• _WHAT IS BEING ASKED_: Word for word, reproduce all of the entries shown below.
=== DATA TO PROCESS ===
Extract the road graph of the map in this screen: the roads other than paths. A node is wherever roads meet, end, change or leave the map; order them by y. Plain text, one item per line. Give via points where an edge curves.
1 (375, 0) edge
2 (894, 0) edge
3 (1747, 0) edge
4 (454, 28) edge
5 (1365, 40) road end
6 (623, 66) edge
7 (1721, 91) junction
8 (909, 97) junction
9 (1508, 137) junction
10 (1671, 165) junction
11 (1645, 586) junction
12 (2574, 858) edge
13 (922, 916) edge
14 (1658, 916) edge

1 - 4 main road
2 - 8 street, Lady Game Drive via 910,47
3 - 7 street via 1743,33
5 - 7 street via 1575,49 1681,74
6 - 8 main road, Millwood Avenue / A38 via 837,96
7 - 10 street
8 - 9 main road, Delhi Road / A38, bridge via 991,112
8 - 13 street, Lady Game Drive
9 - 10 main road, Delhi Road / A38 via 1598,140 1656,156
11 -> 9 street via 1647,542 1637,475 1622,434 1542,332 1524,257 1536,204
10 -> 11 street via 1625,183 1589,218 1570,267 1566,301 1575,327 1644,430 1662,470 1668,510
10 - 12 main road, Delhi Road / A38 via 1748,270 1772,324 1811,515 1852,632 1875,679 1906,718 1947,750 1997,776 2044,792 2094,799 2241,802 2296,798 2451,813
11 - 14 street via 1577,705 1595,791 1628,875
===
• _SOLUTION TO THIS PROBLEM_:
Extract the road graph of the map in this screen: the roads other than paths. A node is wherever roads meet, end, change or leave the map; order them by y. Plain text, one item per line. Give via points where an edge curves.
1 (375, 0) edge
2 (894, 0) edge
3 (1747, 0) edge
4 (454, 28) edge
5 (1365, 40) road end
6 (623, 66) edge
7 (1721, 91) junction
8 (909, 97) junction
9 (1508, 137) junction
10 (1671, 165) junction
11 (1645, 586) junction
12 (2574, 858) edge
13 (922, 916) edge
14 (1658, 916) edge

1 - 4 main road
2 - 8 street, Lady Game Drive via 910,47
3 - 7 street via 1743,33
5 - 7 street via 1575,49 1681,74
6 - 8 main road, Millwood Avenue / A38 via 837,96
7 - 10 street
8 - 9 main road, Delhi Road / A38, bridge via 991,112
8 - 13 street, Lady Game Drive
9 - 10 main road, Delhi Road / A38 via 1598,140 1656,156
11 -> 9 street via 1647,542 1637,475 1622,434 1542,332 1524,257 1536,204
10 -> 11 street via 1625,183 1589,218 1570,267 1566,301 1575,327 1644,430 1662,470 1668,510
10 - 12 main road, Delhi Road / A38 via 1748,270 1772,324 1811,515 1852,632 1875,679 1906,718 1947,750 1997,776 2044,792 2094,799 2241,802 2296,798 2451,813
11 - 14 street via 1577,705 1595,791 1628,875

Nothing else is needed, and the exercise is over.